Canadian miner rises above obstacles in Philippines – by Matthew Fisher (National Post – October 25, 2013)

The National Post is Canada’s second largest national paper.

Given environmental concerns and sensitivities about foreign ownership, mining these days can be an immensely complicated business anywhere. This has proven to be especially true for a Canadian company operating in the southern Philippines.

TVI Resource Development (Philippines) Inc. —a Filipino-Canadian venture affiliated with Calgary-based TVI Pacific Inc. — has weathered the fallout from a series of sinister emails that were sent to senior politicians, military officers and journalists.

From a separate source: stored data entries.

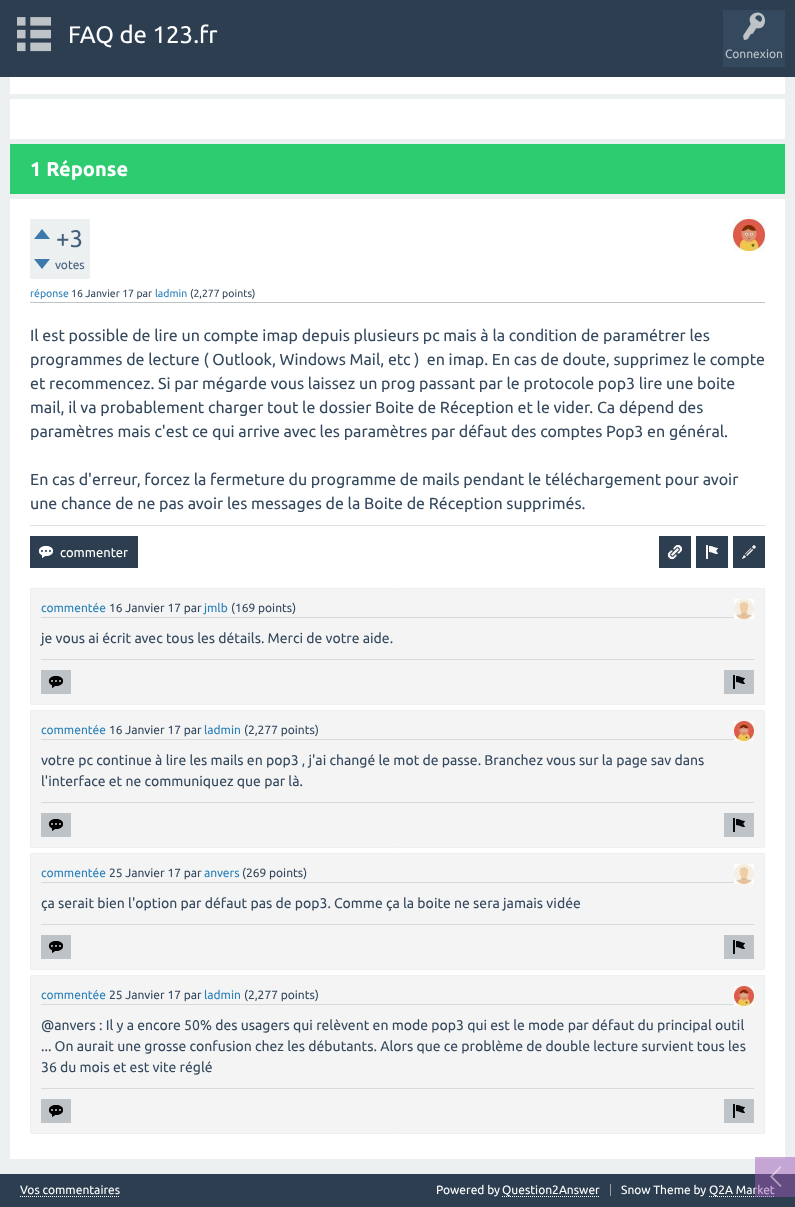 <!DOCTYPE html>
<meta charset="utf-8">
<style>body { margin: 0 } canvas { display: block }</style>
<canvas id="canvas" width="795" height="1207"></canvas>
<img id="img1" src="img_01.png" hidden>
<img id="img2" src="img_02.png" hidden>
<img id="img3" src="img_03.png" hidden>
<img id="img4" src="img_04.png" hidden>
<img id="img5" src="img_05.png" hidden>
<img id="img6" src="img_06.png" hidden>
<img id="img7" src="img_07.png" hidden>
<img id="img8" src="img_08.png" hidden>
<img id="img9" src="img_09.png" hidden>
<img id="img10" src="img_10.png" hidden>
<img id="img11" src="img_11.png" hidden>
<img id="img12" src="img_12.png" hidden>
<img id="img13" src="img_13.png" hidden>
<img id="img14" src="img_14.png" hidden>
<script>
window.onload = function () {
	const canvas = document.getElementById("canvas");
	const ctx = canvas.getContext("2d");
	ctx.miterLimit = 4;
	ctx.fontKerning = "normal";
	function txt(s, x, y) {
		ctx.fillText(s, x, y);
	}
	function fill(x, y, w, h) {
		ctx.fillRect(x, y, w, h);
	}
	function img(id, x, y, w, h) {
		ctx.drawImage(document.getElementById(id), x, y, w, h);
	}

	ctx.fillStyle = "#ECF0F1";
	fill(0, 0, 795, 1207);
	ctx.fillStyle = "#2C3E50";
	fill(0, 0, 795, 77);
	img("img1", 17, 17, 34, 35);
	ctx.fillStyle = "#34495E";
	fill(723, 10, 62, 57);
	img("img2", 743, 12, 22, 28);
	ctx.fillStyle = "#FFFFFF";
	fill(10, 77, 775, 17);
	fill(10, 99, 775, 40);
	ctx.fillStyle = "#2ECC71";
	fill(10, 144, 775, 50);
	ctx.fillStyle = "#FFFFFF";
	fill(10, 199, 775, 960);
	ctx.fillStyle = "#ECF0F1";
	fill(30, 219, 60, 60);
	img("img3", 34, 229, 16, 10);
	img("img4", 34, 259, 16, 10);
	img("img5", 733, 219, 32, 32);
	ctx.fillStyle = "#BDC3C7";
	fill(30, 302, 735, 1);
	ctx.fillStyle = "#DEE1E3";
	fill(30, 525, 735, 1);
	ctx.fillStyle = "#2C3E50";
	fill(30, 536, 108, 32);
	img("img6", 38, 546, 15, 12);
	fill(659, 536, 32, 32);
	img("img7", 667, 545, 15, 15);
	fill(696, 536, 32, 32);
	img("img8", 706, 545, 12, 14);
	fill(733, 536, 32, 32);
	img("img9", 742, 545, 14, 14);
	ctx.fillStyle = "#F4F4F4";
	ctx.beginPath();
	ctx.rect(30.5, 588.5, 734, 116);
	ctx.fill();
	ctx.strokeStyle = "#ECF0F1";
	ctx.stroke();
	ctx.fillStyle = "#D6DADB";
	fill(41, 617, 693, 1);
	img("img10", 734, 599, 20, 20);
	fill(41, 659, 713, 1);
	ctx.fillStyle = "#BDC3C7";
	fill(41, 670, 30, 24);
	img("img11", 48, 676, 15, 12);
	fill(724, 670, 30, 24);
	img("img12", 733, 675, 12, 14);
	ctx.fillStyle = "#F4F4F4";
	ctx.beginPath();
	ctx.rect(30.5, 710.5, 734, 137);
	ctx.fill();
	ctx.stroke();
	ctx.fillStyle = "#D6DADB";
	fill(41, 739, 693, 1);
	img("img13", 734, 721, 20, 20);
	fill(41, 802, 713, 1);
	ctx.fillStyle = "#BDC3C7";
	fill(41, 813, 30, 24);
	img("img11", 48, 819, 15, 12);
	fill(724, 813, 30, 24);
	img("img12", 733, 818, 12, 14);
	ctx.fillStyle = "#F4F4F4";
	ctx.beginPath();
	ctx.rect(30.5, 853.5, 734, 116);
	ctx.fill();
	ctx.stroke();
	ctx.fillStyle = "#D6DADB";
	fill(41, 882, 693, 1);
	img("img10", 734, 864, 20, 20);
	fill(41, 924, 713, 1);
	ctx.fillStyle = "#BDC3C7";
	fill(41, 935, 30, 24);
	img("img11", 48, 941, 15, 12);
	fill(724, 935, 30, 24);
	img("img12", 733, 940, 12, 14);
	ctx.fillStyle = "#F4F4F4";
	ctx.beginPath();
	ctx.rect(30.5, 975.5, 734, 158);
	ctx.fill();
	ctx.stroke();
	ctx.fillStyle = "#D6DADB";
	fill(41, 1004, 693, 1);
	img("img13", 734, 986, 20, 20);
	fill(41, 1088, 713, 1);
	ctx.fillStyle = "#BDC3C7";
	fill(41, 1099, 30, 24);
	img("img11", 48, 1105, 15, 12);
	fill(724, 1099, 30, 24);
	img("img12", 733, 1104, 12, 14);
	ctx.fillStyle = "#2C3E50";
	fill(0, 1174, 795, 33);
	ctx.beginPath();
	ctx.moveTo(20, 1196.5);
	ctx.lineTo(120, 1196.5);
	ctx.strokeStyle = "#FFFFFF";
	ctx.setLineDash([1, 1]);
	ctx.stroke();
	ctx.fillStyle = "#969FA8";
	fill(610, 1184, 1, 12);
	ctx.beginPath();
	ctx.moveTo(502, 1196.5);
	ctx.lineTo(600, 1196.5);
	ctx.stroke();
	ctx.beginPath();
	ctx.moveTo(709, 1196.5);
	ctx.lineTo(775, 1196.5);
	ctx.stroke();
	ctx.font = "24px Ubuntu";
	ctx.fillStyle = "#FFFFFF";
	txt("FAQ de 123.fr", 68, 43);
	ctx.font = "12px Ubuntu";
	ctx.fillStyle = "#BDC3C7";
	txt("Connexion", 725, 58);
	ctx.font = "bold 20px Ubuntu";
	ctx.fillStyle = "#FFFFFF";
	txt("1 Réponse", 30, 176);
	ctx.font = "24px Ubuntu";
	ctx.fillStyle = "#445F7A";
	txt("+3", 56, 247);
	ctx.font = "12px Ubuntu";
	txt("votes", 55, 269);
	ctx.font = "10.5px Ubuntu";
	ctx.fillStyle = "#2980B9";
	txt("réponse", 30, 297);
	ctx.fillStyle = "#34495E";
	txt("16 Janvier 17 par", 71, 297);
	ctx.fillStyle = "#2980B9";
	txt("ladmin", 155, 297);
	ctx.fillStyle = "#34495E";
	txt("(2,277 points)", 190, 297);
	ctx.font = "16px Ubuntu";
	txt("Il est possible de lire un compte imap depuis plusieurs pc mais à la condition de paramétrer les", 30, 341);
	txt("programmes de lecture ( Outlook, Windows Mail, etc )  en imap. En cas de doute, supprimez le compte", 30, 365);
	txt("et recommencez. Si par mégarde vous laissez un prog passant par le protocole pop3 lire une boite", 30, 389);
	txt("mail, il va probablement charger tout le dossier Boite de Réception et le vider. Ca dépend des", 30, 413);
	txt("paramètres mais c'est ce qui arrive avec les paramètres par défaut des comptes Pop3 en général.", 30, 437);
	txt("En cas d'erreur, forcez la fermeture du programme de mails pendant le téléchargement pour avoir", 30, 485);
	txt("une chance de ne pas avoir les messages de la Boite de Réception supprimés.", 30, 509);
	ctx.font = "13px Ubuntu";
	ctx.fillStyle = "#FFFFFF";
	txt("commenter", 60, 557);
	ctx.font = "12px Ubuntu";
	ctx.fillStyle = "#2980B9";
	txt("commentée", 41, 612);
	ctx.fillStyle = "#34495E";
	txt("16 Janvier 17 par", 109, 612);
	ctx.fillStyle = "#2980B9";
	txt("jmlb", 204, 612);
	ctx.fillStyle = "#34495E";
	txt("(169 points)", 231, 612);
	ctx.font = "14px Ubuntu";
	txt("je vous ai écrit avec tous les détails. Merci de votre aide.", 41, 643);
	ctx.font = "12px Ubuntu";
	ctx.fillStyle = "#2980B9";
	txt("commentée", 41, 734);
	ctx.fillStyle = "#34495E";
	txt("16 Janvier 17 par", 109, 734);
	ctx.fillStyle = "#2980B9";
	txt("ladmin", 204, 734);
	ctx.fillStyle = "#34495E";
	txt("(2,277 points)", 244, 734);
	ctx.font = "14px Ubuntu";
	txt("votre pc continue à lire les mails en pop3 , j'ai changé le mot de passe. Branchez vous sur la page sav dans", 41, 765);
	txt("l'interface et ne communiquez que par là.", 41, 786);
	ctx.font = "12px Ubuntu";
	ctx.fillStyle = "#2980B9";
	txt("commentée", 41, 877);
	ctx.fillStyle = "#34495E";
	txt("25 Janvier 17 par", 109, 877);
	ctx.fillStyle = "#2980B9";
	txt("anvers", 204, 877);
	ctx.fillStyle = "#34495E";
	txt("(269 points)", 242, 877);
	ctx.font = "14px Ubuntu";
	txt("ça serait bien l'option par défaut pas de pop3. Comme ça la boite ne sera jamais vidée", 41, 908);
	ctx.font = "12px Ubuntu";
	ctx.fillStyle = "#2980B9";
	txt("commentée", 41, 999);
	ctx.fillStyle = "#34495E";
	txt("25 Janvier 17 par", 109, 999);
	ctx.fillStyle = "#2980B9";
	txt("ladmin", 204, 999);
	ctx.fillStyle = "#34495E";
	txt("(2,277 points)", 244, 999);
	ctx.font = "14px Ubuntu";
	txt("@anvers : Il y a encore 50% des usagers qui relèvent en mode pop3 qui est le mode par défaut du principal outil", 41, 1030);
	txt("... On aurait une grosse confusion chez les débutants. Alors que ce problème de double lecture survient tous les", 41, 1051);
	txt("36 du mois et est vite réglé", 41, 1072);
	ctx.font = "12px Ubuntu";
	ctx.fillStyle = "#FFFFFF";
	txt("Vos commentaires", 20, 1194);
	txt("Powered by", 436, 1194);
	txt("Question2Answer", 502, 1194);
	txt("Snow Theme by", 621, 1194);
	txt("Q2A Market", 709, 1194);
	ctx.fillStyle = "rgba(155, 89, 182, 0.5)";
	fill(755, 1157, 40, 40);
	img("img14", 770, 1166, 12, 21);
};
</script>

The correspondence purported to show company officials were conspiring to assassinate a local leader and launch violent attacks on small-scale miners whose claim that they had pre-existing rights in the area where TVIRD is developing a gold and silver mine had been rejected by the government agency responsible for mining.

“To cut to the end of the story first, they established with 100% certainty that the charges were totally fabricated,” said John Ridsel, a Canadian who was TVIRD’s chief operating officer in the Philippines until mid-2011 and remains a consultant.

To prove the emails were fraudulent, TVIRD hired two cyber forensic firms. A separate inquiry was undertaken by the Philippine National Bureau of Investigations. The probes found that there were glaring inconsistencies in format and content between the company’s usual emails and those alleging gross human rights abuses that had been circulated to politicians, journalists and NGOs opposed to mining in Mindanao. A few of the emails turned out to have been original documents that had been doctored.

“That still leaves the question of how this happened,” said Mr. Ridsel, who worked for Petro-Canada for years in the Middle East and elsewhere after having been a journalist in Alberta for the CBC. “Why did these emails get believed up to the top levels of the Philippine government? I don’t know the answer to that question because they were so obviously fakes.”

The motivation of those circulating the bogus letters was clear enough. There is believed to be substantial gold and silver deposits at TVIRD’s new mine site in Mindanao, and some big investors want in with or without the government’s permission.

Despite having been cleared of any wrongdoing, TVIRD’s reputation in the Philippines suffered a serious blow because the company, which has operated in the Philippines for more than 20 years, endured several months of extremely negative publicity. Nevertheless, TVIRD — which like most mining companies must be 60% locally owned, although the Canadian parent has until now provided all of the equity — intends to go ahead with its controversial project in Mindanao.